Created attachment 1494991 [details] openshift.tar.gz Attaching /var/lib/mistral/openshift
Possibly fixed with https://review.openstack.org/#/c/611306/ ? New node detection was broken due to different service naming downstream. This patch fixed it.
Just remembered node replacement is targeted at OSP15 (https://bugzilla.redhat.com/show_bug.cgi?id=1591288), removing triaged information so that bug appears in our triage meeting.
Looks awfully similar to https://bugzilla.redhat.com/show_bug.cgi?id=1637105. Maybe one element of response: "By default, the GlusterFS playbooks will auto-generate a new heketi secret key for each run. You need to extract the key from the heketi config secret and set it as the value for "openshift_storage_glusterfs_heketi_admin_key" in your inventory file. That will reuse the existing key in your cluster when running the scaleup playbook."

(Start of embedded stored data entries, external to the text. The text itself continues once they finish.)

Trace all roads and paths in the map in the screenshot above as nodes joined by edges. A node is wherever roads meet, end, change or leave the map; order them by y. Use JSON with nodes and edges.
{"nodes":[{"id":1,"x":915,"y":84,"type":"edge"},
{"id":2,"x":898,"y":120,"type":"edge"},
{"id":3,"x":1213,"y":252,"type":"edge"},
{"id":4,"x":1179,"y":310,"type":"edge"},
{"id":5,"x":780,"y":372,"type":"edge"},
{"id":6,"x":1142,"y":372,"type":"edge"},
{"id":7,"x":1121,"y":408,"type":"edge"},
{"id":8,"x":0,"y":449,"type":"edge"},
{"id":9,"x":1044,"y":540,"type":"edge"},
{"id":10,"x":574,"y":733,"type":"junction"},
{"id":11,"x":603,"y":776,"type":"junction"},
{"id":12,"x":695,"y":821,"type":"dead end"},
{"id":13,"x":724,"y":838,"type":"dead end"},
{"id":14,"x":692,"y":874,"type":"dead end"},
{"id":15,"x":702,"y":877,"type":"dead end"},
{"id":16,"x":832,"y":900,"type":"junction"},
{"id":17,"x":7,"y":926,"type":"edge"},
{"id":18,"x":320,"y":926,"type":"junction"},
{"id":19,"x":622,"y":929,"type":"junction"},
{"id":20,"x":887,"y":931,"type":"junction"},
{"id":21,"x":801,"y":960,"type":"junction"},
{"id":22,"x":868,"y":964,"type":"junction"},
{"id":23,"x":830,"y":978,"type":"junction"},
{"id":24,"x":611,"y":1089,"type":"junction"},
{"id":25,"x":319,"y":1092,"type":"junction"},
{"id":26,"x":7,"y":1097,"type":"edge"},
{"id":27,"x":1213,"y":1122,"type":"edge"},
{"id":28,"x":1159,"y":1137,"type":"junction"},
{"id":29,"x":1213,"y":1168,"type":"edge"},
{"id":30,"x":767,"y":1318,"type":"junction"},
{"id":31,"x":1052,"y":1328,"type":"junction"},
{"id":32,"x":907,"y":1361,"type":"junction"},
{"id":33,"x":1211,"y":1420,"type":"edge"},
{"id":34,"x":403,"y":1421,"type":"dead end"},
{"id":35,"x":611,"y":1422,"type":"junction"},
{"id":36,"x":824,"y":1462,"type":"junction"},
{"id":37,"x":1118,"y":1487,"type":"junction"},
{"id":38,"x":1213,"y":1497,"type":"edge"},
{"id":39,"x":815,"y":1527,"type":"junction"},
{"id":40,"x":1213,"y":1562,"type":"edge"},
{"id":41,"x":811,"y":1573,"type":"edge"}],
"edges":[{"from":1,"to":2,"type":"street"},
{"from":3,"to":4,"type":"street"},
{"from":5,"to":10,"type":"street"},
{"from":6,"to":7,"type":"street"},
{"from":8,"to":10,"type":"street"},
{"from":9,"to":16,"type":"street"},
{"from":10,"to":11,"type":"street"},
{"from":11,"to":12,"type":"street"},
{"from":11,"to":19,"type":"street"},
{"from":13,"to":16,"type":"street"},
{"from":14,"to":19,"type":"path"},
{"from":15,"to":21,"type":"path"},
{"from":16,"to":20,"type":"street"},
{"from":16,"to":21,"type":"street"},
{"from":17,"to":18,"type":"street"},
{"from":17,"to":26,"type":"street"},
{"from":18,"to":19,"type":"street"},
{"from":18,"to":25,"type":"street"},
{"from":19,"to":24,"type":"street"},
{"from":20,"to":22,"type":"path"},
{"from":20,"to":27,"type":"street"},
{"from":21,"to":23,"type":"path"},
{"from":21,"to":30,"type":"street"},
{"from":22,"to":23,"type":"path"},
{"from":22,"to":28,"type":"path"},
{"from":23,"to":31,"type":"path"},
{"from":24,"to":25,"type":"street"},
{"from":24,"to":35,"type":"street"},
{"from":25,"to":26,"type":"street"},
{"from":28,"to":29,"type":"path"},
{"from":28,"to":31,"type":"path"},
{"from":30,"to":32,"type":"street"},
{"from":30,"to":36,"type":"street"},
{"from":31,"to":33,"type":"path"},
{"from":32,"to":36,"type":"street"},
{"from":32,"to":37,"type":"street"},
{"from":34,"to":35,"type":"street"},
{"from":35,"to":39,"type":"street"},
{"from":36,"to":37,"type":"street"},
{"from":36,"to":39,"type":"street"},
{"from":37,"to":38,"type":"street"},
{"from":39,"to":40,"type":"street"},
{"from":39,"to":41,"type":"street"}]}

(In reply to Martin André from comment #5) > Looks awfully similar to https://bugzilla.redhat.com/show_bug.cgi?id=1637105. > > Maybe one element of response: > > "By default, the GlusterFS playbooks will auto-generate a new heketi secret > key for each run. You need to extract the key from the heketi config secret > and set it as the value for "openshift_storage_glusterfs_heketi_admin_key" > in your inventory file. That will reuse the existing key in your cluster > when running the scaleup playbook." Yes, it looks like the same issue but imo we can't consider this as a viable solution to the problem because it involves manual actions of the operator on the overcloud nodes. Can we do these steps automatically on the tripleo side?

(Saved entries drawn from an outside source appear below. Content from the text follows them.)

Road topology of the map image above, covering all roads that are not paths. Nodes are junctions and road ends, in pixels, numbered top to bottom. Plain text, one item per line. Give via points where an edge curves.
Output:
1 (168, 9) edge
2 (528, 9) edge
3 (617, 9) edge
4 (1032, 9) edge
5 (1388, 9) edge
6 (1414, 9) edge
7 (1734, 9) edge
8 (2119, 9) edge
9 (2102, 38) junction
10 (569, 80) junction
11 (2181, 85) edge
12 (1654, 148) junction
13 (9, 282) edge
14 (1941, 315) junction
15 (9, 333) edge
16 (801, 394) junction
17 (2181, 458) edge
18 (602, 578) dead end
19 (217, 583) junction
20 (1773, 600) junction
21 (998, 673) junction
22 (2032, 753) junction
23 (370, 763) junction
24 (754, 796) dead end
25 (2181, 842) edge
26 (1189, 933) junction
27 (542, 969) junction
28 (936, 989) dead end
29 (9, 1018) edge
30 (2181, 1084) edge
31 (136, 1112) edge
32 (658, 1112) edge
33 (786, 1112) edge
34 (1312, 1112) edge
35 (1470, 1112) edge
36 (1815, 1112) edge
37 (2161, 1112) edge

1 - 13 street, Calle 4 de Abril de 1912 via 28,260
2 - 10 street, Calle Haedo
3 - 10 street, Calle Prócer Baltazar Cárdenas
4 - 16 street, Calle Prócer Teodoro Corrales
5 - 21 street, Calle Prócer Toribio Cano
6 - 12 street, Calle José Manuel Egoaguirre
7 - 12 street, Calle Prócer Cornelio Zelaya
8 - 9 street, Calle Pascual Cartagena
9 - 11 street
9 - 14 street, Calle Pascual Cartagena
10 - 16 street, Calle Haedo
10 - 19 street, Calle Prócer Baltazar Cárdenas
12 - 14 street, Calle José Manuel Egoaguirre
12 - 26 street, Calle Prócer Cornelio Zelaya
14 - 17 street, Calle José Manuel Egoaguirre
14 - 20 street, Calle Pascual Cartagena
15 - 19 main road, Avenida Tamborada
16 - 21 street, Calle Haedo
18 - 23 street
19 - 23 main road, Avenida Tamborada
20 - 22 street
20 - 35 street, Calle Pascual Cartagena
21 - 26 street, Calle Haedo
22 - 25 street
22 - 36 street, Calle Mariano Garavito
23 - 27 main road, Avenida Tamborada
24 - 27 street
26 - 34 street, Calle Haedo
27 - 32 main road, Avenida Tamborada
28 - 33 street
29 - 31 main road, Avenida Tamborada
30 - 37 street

I can confirm that the scale up goes to completion if I set the openshift_storage_glusterfs_heketi_admin_key var to the existing heketi secret. Here is a one liner to get the heketi secret in an environment where openshift_storage_glusterfs_namespace=glusterfs (the default): sudo oc get secret heketi-storage-admin-secret --namespace glusterfs -o json | jq -r .data.key | base64 -d I've chatted a little bit with Jose A. Rivera about the issue and this looks like a regression in openshift-ansible. Our options are: 1) Fix the issue in openshift-ansible and ship it in 3.11 in time for OSP14 2) Document how to set the openshift_storage_glusterfs_heketi_admin_key variable for a scale up 3) Implement a way in tripleo to retrieve the secret and inject it to openshift-ansible before the scale up operation. Since we have a workaround, I suggest we remove the "blocker?" flag.
Submitted a fix in openshift-ansible: https://github.com/openshift/openshift-ansible/pull/10710
Removing blocker flag because we have a workaround. https://bugzilla.redhat.com/show_bug.cgi?id=1640382#c7
Fix included in openshift-ansible-3.11.74-1.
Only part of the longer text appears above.